До лестницы она добирается сама, но на площадке вынуждена остановиться и ждать, пока я помогу ей спуститься по ступенькам.

Проходит еще один день. Смотрю в окно: ветер гонит по площади вихри пыли. Двое мальчишек играют с обручем. Они запускают его в самую пыль. Обруч катится вперед, замирает на месте, качается, катится назад, падает. Мальчишки, задрав голову, бегут за обручем, ветер резко откидывает им волосы со лба, и я вижу чистые детские лица.

Нахожу девушку и останавливаюсь перед ней. Она сидит, привалившись к стволу большого орехового дерева; может быть, даже спит – понять трудно.

– Пойдем. – Я трогаю ее за плечо. Она мотает головой. – Пойдем, – повторяю я. – Все разошлись по домам.

Поднимаю с земли шапку и, выбив из нее пыль, протягиваю девушке, потом помогаю ей встать и медленно шагаю рядом с ней через площадь, где уже не осталось ни души и только привратник пялится на нас, загораживая глаза от света.

В камине горит огонь. Задергиваю занавески, зажигаю лампу. Сесть на табуретку девушка отказывается, но палки мне отдает и, опустившись на ковер, стоит посреди комнаты на коленях.

– Все совсем не так, как ты думаешь, – говорю я.

Каждое слово дается мне с трудом. Неужели я собираюсь перед ней оправдываться?

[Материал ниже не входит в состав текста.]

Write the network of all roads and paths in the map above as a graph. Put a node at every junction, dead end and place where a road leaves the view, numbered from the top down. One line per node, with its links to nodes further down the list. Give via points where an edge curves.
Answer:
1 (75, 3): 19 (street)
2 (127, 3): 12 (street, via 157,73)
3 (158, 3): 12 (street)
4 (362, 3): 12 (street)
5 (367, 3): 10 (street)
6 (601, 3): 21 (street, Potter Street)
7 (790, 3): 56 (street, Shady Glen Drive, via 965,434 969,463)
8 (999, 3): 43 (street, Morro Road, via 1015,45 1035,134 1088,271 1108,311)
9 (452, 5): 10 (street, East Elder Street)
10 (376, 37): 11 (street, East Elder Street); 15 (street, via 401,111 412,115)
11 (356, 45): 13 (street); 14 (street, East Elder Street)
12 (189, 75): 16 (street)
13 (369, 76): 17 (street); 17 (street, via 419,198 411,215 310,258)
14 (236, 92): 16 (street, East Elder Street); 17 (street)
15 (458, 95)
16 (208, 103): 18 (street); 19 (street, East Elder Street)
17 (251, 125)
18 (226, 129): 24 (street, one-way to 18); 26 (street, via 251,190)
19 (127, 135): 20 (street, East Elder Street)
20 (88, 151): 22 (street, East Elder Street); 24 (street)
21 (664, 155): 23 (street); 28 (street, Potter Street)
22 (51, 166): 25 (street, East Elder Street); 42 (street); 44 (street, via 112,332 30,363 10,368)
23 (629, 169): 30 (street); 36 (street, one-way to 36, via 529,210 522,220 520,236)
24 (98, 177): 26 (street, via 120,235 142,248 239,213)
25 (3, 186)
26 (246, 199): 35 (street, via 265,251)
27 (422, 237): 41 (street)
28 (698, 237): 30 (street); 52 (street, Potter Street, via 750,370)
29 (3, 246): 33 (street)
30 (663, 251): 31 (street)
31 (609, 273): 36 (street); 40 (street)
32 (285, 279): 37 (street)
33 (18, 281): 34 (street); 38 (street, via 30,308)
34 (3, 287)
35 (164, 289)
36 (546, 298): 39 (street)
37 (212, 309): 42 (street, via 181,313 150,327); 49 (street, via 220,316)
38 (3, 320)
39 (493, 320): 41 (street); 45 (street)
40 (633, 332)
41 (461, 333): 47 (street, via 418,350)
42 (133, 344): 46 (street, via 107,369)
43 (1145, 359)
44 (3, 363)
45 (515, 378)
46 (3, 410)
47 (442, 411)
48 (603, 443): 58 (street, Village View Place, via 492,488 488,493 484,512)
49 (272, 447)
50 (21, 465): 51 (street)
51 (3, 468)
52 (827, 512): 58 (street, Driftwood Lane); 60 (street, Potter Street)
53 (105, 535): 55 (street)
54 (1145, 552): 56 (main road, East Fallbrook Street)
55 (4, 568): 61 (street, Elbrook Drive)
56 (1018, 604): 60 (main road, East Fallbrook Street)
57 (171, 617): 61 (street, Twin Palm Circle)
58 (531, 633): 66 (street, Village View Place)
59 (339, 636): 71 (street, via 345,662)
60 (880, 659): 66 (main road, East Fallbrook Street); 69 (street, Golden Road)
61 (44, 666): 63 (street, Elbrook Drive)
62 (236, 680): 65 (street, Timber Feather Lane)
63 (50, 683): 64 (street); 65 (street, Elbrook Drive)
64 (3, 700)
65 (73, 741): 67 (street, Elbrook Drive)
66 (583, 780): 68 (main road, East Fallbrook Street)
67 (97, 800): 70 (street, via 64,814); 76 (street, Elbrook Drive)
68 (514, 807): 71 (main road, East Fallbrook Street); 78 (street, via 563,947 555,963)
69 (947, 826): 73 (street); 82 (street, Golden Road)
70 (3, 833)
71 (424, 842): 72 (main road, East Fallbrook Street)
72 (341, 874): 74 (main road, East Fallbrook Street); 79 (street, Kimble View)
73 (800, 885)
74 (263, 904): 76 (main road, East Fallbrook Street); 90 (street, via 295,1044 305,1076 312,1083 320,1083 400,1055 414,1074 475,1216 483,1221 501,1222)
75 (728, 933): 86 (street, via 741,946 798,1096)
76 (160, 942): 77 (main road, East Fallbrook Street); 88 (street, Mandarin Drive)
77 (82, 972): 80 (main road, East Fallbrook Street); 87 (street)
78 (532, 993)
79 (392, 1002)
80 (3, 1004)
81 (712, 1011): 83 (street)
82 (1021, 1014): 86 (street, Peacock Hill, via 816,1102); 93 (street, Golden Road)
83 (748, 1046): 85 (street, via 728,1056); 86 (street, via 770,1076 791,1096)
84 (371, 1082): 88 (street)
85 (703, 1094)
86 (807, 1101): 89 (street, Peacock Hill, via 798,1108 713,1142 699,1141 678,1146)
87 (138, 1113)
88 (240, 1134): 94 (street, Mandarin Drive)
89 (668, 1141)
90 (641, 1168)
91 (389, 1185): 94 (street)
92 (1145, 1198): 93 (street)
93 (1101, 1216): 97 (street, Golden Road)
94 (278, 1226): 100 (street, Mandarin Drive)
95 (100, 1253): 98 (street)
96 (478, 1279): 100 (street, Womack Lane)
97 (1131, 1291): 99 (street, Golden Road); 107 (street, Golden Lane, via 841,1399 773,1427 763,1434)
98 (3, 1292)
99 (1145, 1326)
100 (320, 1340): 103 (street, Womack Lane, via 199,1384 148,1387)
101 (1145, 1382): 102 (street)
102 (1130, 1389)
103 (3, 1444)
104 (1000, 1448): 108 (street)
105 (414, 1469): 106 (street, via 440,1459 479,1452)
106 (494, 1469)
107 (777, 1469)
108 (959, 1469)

Губы ее крепко сжаты, слышать она, без сомнения, тоже ничего не желает – очень ей нужен какой-то старик, да еще терзаемый угрызениями совести! Я суетливо расхаживаю вокруг, что-то объясняю про наши законы о бродягах и сам себе противен. В тепле наглухо закрытой комнаты лицо у нее розовеет. Она теребит свой балахон и, открыв шею, поворачивается к огню. Я мало чем отличаюсь от тех, кто ее пытал, неожиданно сознаю я, и меня передергивает.

– Покажи мне твои ноги, – прошу я каким-то новым для себя, сиплым голосом. – Покажи, что они сделали с твоими ногами.

Она мне не помогает, но и не противится. Неловко развязываю тесемки ее балахона, распахиваю его, стягиваю с нее сапоги. Сапоги – мужские и непомерно ей велики. Без сапог ее обмотанные тряпками ноги кажутся бесформенными.

– Дай я посмотрю, – говорю я.

Она начинает разматывать грязные тряпки. Выхожу из комнаты, спускаюсь в кухню и приношу оттуда таз и кувшин с теплой водой. Она сидит на ковре и ждет, ноги она уже размотала. Ступни у нее широкие, пальцы – как обрубки, на ногтях – корка грязи.

Она проводит рукой наискось по лодыжке.

– Вот здесь сломали. И другую тоже.

Она откидывается на спину и, уперевшись локтями в пол, вытягивает ноги вперед.

– Болит?

Я провожу пальцем по линии перелома и ничего не чувствую.

– Уже нет. Зажило. Может быть, зимой заболит. От холода.

– Ты лучше-ка сядь.

Помогаю снять балахон, усаживаю ее на табуретку и начинаю мыть ей ноги. В первые минуты мышцы ее напряжены, потом она их расслабляет.

Действую неторопливо: взбиваю мыльную пену, крепко сжимаю тугие икры, разминаю косточки и связки, скольжу руками вниз, мою между пальцами. Не поднимаясь с колен, меняю положение и сажусь не лицом к ней, а боком, чтобы можно было локтем прижать ее ногу к себе.

Растворяюсь в ритме собственных движений. О девушке я забываю. Время останавливается на неизвестный срок; может быть, меня здесь нет вообще. Потом прихожу в себя: руки у меня обмякли, голова упала на грудь, в тазу передо мной по-прежнему стоят ее ноги.

Я вытираю правую, на коленях ползу вокруг таза, усаживаюсь с другой стороны, закатываю штанину широких панталон выше колена и, борясь с дремотой, принимаюсь мыть левую ногу.

– В этой комнате иногда бывает очень жарко, – говорю я. Но ее нога прижимается ко мне все так же плотно. И я продолжаю мыть. – Я найду тебе чистые бинты, – обещаю я, – но только не сейчас.